For reasons better left to a back room at the Swiss Hotel, the powers that be asked your humble lifestyle editor to aid in the implementation of the some of the paper’s recent online initiatives. Forgive the corporate-speak, but I’m trying to swing with the day-job parlance of my era, though so far my communiqués seem only to baffle and come off vaguely French. From what I can tell, the way to speak corporate is to make up your own words, usually by turning innocuous nouns into verbs (i.e., “pretexting”), which is exactly what the scientist-saviors do in vintage sci-fi flicks: “If the [insert noun] is properly [insert noun + ing] then we might — just might — have a chance.”

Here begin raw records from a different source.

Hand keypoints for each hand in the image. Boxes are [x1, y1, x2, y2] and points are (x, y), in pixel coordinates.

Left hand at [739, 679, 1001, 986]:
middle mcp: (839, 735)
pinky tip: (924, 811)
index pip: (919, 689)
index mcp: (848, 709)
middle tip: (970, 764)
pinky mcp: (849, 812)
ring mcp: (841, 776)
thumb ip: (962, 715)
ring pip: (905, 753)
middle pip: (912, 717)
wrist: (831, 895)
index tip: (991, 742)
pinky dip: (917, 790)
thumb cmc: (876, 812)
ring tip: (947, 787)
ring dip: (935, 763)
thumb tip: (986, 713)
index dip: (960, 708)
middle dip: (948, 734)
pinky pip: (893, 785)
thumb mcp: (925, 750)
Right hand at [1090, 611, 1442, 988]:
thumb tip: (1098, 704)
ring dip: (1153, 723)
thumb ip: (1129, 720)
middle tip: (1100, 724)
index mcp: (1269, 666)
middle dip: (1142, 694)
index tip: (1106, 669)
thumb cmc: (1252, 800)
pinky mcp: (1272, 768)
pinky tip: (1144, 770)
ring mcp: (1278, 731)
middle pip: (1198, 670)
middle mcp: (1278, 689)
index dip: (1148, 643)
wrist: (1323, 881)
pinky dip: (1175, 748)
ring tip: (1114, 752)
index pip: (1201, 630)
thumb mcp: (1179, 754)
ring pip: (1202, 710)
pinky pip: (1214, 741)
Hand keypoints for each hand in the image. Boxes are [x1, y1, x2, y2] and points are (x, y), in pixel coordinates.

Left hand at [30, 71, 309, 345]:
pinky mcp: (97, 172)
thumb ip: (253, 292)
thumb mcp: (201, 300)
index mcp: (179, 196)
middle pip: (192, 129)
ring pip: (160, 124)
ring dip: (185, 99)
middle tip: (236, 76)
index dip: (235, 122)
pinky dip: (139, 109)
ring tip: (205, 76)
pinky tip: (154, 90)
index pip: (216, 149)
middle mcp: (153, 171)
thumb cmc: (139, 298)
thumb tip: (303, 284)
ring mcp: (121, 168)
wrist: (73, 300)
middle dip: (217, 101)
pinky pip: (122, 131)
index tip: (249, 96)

I feel particularly well-suited for a onlinenizing the paper given that the Internet and I have something of a history together. Make that case history. And it has nothing to do with Al Gore, to whom the Internet screams, “You’re not my real father!” Listen, back in the late ’90s, I was part of the first wave of online entrepreneurs when the new business paradigm was really just the old business paradigm but extracted of all economic reality. The era reminded me of Monty Python’s “Whizzo Butter” sketch in which an animated pitchman exalts that his product has “a 100 percent more less!” This, of course, was the same model on which many erstwhile Internet businesses were based. Some were only a notch above conceptual art, vague Fluxus-fueled ephemera for the Information Age — consider IfoldSpaceWithMyMind.com, once digital chic, it’s now barely a punch line. Ditto the myriad “online séances” that swarmed servers back in the day, which were just as worthless as the “mass suicide countdown page” which featured a “days left” counter of time remaining before the customer base would collectively off themselves. Mercifully, the company folded before Jonestown 2.0 occurred (theoretically, the company would have folded anyway having lured their customers to annihilation). Of course, those years of folly were adroitly parodied with Southpark’s Underpants Gnomes whose three-point business plan went “1. Collect underpants. 2. ? 3. Profit!” Like the gnomes, those caught in the aftermath of the bubble likely had a need for clean underpants as well.
My own ventures into virtual business entailed a series of ill-fated online publications, the dot-com names of which were worth more than all my original content combined. I sold much of this cyber real estate to underwrite my forays into film before pulling up stakes and moving to Los Angeles to await ratification of my “standard rich and famous” contract. This was just after the bubble burst, however, but before Hollywood realized that the fabled “convergence” of TV and the Internet was still years off. Now, it seems that “convergence” has morphed into “divergence” as media consumers continue to trade the remote for the mouse. Likewise, as oft-ballyhooed, the notions of “point and click” and “point and shoot” have joined in the form of digital filmmaking so that now, literally, everyone is a director. This certainly accounts for the staggering amount of amateur porn now available online (uh, I hear).
At 34 (which is ancient, in technology years), I’m old enough to remember the quaint days when op-ed pages crowed that the Internet was the gateway to Orwellian-style surveillance, but the present reality is more like “smile, you’re on YouTube.” For that matter, op-ed pages and their ilk, theoretically, are evolving into blogs, which ironically often score book deals, the product of which are often excerpted in periodicals, then recycled in a birdcage. Ah, the circle of life.